## 2.6 Hidden Markov Models

A hidden Markov model (HMM) generates a sequence of \(T\) output variables \(y_t\) conditioned on a parallel sequence of latent categorical state variables \(z_t \in \{1,\ldots, K\}\). These “hidden” state variables are assumed to form a Markov chain so that \(z_t\) is conditionally independent of other variables given \(z_{t-1}\). This Markov chain is parameterized by a transition matrix \(\theta\) where \(\theta_k\) is a \(K\)-simplex for \(k \in \{ 1, \dotsc, K \}\). The probability of transitioning to state \(z_t\) from state \(z_{t-1}\) is \[ z_t \sim \textsf{categorical}(\theta_{z[t-1]}). \] The output \(y_t\) at time \(t\) is generated conditionally independently based on the latent state \(z_t\).

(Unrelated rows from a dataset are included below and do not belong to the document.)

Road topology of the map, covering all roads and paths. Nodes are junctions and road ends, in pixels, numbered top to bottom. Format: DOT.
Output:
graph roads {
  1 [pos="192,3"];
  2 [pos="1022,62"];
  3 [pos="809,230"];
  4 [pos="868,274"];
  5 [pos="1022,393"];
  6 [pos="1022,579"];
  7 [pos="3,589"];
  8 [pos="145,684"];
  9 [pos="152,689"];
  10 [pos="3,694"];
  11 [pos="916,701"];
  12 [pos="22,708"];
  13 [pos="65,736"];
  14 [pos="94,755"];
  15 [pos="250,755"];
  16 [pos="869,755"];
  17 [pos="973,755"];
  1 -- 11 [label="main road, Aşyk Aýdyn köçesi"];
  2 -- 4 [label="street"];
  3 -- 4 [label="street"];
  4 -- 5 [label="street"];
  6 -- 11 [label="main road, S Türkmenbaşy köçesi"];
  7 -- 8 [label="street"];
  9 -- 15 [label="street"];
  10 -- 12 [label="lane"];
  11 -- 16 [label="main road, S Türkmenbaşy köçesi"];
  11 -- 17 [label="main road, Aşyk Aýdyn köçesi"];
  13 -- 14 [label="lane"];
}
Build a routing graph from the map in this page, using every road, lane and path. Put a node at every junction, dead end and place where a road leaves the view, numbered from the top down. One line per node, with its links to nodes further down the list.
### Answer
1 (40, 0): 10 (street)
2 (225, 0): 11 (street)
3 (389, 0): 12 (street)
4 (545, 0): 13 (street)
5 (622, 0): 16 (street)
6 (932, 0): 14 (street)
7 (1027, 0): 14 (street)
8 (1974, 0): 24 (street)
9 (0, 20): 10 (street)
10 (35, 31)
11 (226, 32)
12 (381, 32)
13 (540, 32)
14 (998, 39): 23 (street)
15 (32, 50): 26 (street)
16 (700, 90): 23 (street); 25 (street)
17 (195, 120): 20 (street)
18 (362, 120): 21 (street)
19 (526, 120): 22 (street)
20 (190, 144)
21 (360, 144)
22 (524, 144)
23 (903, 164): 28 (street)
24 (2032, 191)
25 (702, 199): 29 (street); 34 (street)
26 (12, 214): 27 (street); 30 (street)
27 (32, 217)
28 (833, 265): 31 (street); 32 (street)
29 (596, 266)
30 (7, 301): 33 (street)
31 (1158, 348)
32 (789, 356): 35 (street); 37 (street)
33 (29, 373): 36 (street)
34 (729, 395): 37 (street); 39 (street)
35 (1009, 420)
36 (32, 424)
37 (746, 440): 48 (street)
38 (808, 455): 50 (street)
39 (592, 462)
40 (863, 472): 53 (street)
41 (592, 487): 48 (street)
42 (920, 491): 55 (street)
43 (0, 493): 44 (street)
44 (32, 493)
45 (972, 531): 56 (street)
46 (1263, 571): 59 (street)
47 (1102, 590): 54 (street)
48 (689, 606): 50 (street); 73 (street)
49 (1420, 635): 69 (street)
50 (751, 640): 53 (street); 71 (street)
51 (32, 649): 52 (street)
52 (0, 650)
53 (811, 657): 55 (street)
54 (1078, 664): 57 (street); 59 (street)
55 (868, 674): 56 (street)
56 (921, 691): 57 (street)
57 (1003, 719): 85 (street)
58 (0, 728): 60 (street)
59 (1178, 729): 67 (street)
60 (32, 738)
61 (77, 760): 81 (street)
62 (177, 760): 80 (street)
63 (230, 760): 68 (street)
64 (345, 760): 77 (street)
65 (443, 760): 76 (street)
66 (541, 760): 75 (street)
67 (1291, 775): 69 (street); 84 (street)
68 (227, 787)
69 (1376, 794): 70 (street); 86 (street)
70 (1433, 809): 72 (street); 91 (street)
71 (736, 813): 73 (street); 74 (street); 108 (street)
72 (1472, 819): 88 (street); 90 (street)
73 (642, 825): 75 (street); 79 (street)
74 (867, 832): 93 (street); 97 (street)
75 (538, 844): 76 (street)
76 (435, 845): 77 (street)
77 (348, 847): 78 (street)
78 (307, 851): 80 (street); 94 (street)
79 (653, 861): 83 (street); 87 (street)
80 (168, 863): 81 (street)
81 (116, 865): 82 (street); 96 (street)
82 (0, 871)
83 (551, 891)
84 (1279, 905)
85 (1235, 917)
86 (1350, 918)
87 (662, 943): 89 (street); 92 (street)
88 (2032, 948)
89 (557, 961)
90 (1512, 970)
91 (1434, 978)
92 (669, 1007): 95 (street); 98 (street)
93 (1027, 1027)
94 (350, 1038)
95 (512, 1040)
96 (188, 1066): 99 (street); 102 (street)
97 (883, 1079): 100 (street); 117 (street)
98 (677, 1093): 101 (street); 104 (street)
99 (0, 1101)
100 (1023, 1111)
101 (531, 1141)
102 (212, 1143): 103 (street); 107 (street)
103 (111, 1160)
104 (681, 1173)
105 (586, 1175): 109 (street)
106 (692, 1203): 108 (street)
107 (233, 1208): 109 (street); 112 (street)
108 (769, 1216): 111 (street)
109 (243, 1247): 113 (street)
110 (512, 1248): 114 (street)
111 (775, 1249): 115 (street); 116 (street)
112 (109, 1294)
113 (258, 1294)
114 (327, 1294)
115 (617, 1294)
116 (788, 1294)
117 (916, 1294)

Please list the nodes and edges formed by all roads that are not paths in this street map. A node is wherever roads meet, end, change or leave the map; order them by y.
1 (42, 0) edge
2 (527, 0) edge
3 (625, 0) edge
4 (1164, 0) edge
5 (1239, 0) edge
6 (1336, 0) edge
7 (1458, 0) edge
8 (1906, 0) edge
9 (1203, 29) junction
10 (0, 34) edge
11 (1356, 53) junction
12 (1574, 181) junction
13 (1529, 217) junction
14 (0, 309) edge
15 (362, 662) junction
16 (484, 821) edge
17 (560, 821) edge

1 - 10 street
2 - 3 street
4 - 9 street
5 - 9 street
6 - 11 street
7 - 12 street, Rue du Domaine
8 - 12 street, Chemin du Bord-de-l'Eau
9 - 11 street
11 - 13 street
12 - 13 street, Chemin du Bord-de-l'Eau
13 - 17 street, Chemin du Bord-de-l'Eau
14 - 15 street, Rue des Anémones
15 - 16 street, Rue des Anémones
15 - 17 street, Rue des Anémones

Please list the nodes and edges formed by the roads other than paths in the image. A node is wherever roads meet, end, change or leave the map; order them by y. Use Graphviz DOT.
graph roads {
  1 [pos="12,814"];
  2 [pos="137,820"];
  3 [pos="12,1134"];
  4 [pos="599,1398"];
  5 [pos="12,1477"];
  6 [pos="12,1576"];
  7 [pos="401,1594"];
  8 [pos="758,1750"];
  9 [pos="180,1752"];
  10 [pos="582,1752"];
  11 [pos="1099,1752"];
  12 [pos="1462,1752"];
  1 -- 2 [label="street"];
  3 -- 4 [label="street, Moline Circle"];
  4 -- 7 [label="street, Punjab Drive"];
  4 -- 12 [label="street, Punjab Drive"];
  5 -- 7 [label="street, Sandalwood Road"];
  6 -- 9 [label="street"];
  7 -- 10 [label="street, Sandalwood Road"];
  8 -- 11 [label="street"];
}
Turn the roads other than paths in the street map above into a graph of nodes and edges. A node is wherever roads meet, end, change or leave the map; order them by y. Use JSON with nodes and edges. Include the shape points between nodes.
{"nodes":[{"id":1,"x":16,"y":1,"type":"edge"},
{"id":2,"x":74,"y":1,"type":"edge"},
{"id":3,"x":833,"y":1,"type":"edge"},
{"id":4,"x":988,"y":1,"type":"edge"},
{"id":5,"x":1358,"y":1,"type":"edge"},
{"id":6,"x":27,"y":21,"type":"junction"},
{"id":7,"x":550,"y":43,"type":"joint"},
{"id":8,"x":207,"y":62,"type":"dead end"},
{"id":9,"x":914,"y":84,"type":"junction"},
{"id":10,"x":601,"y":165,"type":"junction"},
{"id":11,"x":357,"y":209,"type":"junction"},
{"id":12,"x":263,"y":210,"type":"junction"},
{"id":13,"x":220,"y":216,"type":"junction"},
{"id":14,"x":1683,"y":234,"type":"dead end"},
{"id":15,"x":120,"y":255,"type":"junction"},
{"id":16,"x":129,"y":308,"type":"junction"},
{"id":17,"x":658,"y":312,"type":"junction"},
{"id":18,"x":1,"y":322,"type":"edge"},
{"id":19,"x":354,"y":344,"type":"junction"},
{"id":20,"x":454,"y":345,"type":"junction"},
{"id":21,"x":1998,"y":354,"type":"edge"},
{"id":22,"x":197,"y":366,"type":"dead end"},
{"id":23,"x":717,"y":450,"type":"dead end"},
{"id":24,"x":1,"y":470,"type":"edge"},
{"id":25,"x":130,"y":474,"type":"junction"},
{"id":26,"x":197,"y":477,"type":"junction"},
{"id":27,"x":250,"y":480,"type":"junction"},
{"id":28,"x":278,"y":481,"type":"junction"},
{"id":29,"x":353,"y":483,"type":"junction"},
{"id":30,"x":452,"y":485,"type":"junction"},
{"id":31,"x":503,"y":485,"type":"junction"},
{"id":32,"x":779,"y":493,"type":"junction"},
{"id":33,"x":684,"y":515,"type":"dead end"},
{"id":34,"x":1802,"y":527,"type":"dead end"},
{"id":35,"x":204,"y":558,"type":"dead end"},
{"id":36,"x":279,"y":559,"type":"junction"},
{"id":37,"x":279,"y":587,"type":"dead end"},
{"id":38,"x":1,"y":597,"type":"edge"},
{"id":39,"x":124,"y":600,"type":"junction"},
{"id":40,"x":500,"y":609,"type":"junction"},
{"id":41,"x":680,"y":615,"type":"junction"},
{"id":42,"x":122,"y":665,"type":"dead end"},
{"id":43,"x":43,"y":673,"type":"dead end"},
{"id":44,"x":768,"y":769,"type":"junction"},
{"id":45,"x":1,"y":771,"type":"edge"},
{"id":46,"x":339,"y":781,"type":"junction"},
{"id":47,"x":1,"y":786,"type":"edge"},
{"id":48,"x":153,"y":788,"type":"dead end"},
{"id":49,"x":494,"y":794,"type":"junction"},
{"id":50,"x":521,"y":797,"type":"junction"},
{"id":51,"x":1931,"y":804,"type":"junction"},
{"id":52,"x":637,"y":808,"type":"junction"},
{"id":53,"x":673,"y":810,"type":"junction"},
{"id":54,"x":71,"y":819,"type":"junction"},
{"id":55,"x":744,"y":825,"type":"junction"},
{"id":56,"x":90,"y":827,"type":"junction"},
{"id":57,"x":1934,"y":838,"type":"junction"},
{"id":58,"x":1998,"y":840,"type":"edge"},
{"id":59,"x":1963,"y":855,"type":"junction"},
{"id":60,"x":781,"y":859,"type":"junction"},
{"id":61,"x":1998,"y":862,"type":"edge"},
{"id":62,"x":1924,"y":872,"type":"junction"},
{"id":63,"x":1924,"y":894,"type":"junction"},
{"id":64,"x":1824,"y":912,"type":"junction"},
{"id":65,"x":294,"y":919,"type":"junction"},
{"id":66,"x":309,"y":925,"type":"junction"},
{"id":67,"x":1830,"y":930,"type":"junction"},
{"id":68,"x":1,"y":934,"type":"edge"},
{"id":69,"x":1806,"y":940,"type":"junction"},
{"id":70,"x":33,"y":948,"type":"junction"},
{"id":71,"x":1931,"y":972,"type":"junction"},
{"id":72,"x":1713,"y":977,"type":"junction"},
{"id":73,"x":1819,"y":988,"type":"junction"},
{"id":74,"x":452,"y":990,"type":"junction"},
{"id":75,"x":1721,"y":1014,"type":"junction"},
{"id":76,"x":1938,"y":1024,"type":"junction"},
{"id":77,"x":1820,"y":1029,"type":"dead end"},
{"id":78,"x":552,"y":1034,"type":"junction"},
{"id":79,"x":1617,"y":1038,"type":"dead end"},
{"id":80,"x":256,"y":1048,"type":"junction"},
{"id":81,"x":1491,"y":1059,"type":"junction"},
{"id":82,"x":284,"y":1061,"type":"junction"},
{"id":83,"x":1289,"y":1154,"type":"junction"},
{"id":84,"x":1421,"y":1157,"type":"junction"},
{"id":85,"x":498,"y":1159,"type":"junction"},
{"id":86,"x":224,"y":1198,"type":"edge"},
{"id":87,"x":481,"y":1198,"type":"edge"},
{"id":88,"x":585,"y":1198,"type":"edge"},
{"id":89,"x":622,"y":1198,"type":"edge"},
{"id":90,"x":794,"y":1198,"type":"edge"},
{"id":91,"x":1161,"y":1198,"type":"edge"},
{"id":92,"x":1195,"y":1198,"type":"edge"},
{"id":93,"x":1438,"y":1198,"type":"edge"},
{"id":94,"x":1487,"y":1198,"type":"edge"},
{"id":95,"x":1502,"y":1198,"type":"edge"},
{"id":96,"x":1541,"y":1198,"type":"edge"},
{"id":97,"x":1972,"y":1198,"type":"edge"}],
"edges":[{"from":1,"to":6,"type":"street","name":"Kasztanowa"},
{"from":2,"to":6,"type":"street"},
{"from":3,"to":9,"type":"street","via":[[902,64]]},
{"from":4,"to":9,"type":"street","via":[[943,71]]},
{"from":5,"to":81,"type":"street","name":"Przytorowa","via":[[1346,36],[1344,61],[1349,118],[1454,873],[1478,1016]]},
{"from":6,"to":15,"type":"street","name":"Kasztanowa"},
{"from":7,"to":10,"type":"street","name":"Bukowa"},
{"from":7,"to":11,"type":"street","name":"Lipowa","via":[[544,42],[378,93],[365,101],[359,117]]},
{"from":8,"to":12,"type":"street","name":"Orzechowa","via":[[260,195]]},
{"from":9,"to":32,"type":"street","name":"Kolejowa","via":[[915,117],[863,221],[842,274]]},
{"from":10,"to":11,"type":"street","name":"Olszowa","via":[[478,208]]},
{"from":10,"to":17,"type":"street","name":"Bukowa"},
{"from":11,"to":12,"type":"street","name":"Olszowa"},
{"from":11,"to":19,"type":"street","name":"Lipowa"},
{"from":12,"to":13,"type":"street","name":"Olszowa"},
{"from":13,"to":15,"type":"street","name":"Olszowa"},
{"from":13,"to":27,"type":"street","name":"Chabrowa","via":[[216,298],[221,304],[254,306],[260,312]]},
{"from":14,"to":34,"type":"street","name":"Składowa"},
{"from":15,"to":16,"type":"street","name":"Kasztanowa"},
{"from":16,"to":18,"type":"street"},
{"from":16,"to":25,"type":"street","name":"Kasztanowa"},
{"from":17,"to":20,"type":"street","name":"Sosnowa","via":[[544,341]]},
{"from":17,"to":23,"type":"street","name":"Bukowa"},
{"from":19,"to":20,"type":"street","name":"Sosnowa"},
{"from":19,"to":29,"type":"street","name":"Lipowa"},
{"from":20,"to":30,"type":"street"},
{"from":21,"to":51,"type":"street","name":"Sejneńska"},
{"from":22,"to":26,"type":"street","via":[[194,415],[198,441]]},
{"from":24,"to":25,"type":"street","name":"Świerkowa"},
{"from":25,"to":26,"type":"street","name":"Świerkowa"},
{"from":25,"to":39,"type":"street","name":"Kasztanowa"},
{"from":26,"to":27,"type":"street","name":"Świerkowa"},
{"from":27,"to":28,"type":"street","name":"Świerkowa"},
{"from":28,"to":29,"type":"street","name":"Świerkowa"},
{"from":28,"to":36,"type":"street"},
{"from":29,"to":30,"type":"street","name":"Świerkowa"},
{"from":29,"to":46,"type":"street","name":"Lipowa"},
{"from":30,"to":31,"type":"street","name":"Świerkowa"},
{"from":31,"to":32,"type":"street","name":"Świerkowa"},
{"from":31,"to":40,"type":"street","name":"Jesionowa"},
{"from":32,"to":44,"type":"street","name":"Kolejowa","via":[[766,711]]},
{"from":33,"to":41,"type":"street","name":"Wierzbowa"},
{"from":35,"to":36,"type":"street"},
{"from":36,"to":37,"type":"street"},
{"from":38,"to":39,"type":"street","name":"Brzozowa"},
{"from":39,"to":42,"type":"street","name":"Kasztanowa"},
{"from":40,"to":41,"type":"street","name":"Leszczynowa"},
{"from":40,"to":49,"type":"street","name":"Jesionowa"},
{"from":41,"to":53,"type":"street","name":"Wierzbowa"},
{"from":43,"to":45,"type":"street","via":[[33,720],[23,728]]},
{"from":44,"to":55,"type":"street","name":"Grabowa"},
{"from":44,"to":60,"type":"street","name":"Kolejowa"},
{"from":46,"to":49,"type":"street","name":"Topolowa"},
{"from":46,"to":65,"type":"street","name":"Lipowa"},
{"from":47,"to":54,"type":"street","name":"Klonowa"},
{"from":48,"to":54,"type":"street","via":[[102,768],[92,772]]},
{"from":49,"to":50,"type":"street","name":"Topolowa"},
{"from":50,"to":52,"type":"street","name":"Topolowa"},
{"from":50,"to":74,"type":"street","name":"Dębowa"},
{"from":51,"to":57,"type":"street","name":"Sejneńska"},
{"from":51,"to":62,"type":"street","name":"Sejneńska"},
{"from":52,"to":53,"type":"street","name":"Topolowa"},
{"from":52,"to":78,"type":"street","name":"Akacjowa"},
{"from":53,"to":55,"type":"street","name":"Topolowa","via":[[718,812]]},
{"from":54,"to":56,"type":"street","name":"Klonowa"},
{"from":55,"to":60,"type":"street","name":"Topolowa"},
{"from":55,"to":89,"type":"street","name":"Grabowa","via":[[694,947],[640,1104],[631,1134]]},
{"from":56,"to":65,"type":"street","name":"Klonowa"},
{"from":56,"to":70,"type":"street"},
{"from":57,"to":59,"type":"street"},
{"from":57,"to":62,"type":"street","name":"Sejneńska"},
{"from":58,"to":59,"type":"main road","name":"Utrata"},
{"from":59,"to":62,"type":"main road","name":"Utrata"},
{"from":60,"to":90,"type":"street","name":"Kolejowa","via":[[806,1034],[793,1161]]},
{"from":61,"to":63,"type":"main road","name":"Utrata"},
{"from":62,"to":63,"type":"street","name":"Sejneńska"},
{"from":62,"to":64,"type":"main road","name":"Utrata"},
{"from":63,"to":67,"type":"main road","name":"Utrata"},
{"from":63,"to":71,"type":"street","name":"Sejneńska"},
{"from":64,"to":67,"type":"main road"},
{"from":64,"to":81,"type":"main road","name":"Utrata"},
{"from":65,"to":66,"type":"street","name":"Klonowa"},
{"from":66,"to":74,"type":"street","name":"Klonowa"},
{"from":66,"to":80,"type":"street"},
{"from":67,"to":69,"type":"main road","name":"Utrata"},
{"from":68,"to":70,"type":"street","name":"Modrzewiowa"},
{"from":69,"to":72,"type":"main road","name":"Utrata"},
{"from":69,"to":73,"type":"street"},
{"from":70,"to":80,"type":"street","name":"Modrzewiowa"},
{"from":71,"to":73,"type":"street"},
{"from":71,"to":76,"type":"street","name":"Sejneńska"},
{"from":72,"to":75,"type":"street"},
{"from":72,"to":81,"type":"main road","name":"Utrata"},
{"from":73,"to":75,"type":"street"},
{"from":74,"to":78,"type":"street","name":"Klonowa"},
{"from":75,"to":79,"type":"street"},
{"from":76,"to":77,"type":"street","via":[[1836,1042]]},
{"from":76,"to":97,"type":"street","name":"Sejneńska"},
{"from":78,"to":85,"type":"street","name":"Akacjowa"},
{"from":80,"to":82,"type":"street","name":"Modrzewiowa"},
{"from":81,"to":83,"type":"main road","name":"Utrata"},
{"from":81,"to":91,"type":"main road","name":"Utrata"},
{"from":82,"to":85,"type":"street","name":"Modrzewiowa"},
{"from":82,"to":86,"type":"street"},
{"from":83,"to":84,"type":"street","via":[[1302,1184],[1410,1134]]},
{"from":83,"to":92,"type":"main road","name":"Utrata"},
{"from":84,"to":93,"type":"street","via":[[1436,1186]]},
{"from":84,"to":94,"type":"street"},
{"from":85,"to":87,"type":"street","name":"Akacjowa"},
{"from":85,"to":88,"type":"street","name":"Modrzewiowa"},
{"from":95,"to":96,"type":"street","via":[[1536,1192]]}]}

This section describes HMMs with a simple categorical model for outputs \(y_t \in \{ 1, \dotsc, V \}\). The categorical distribution for latent state \(k\) is parameterized by a \(V\)-simplex \(\phi_k\). The observed output \(y_t\) at time \(t\) is generated based on the hidden state indicator \(z_t\) at time \(t\), \[ y_t \sim \textsf{categorical}(\phi_{z[t]}). \] In short, HMMs form a discrete mixture model where the mixture component indicators form a latent Markov chain.

### Supervised Parameter Estimation

In the situation where the hidden states are known, the following naive model can be used to fit the parameters \(\theta\) and \(\phi\).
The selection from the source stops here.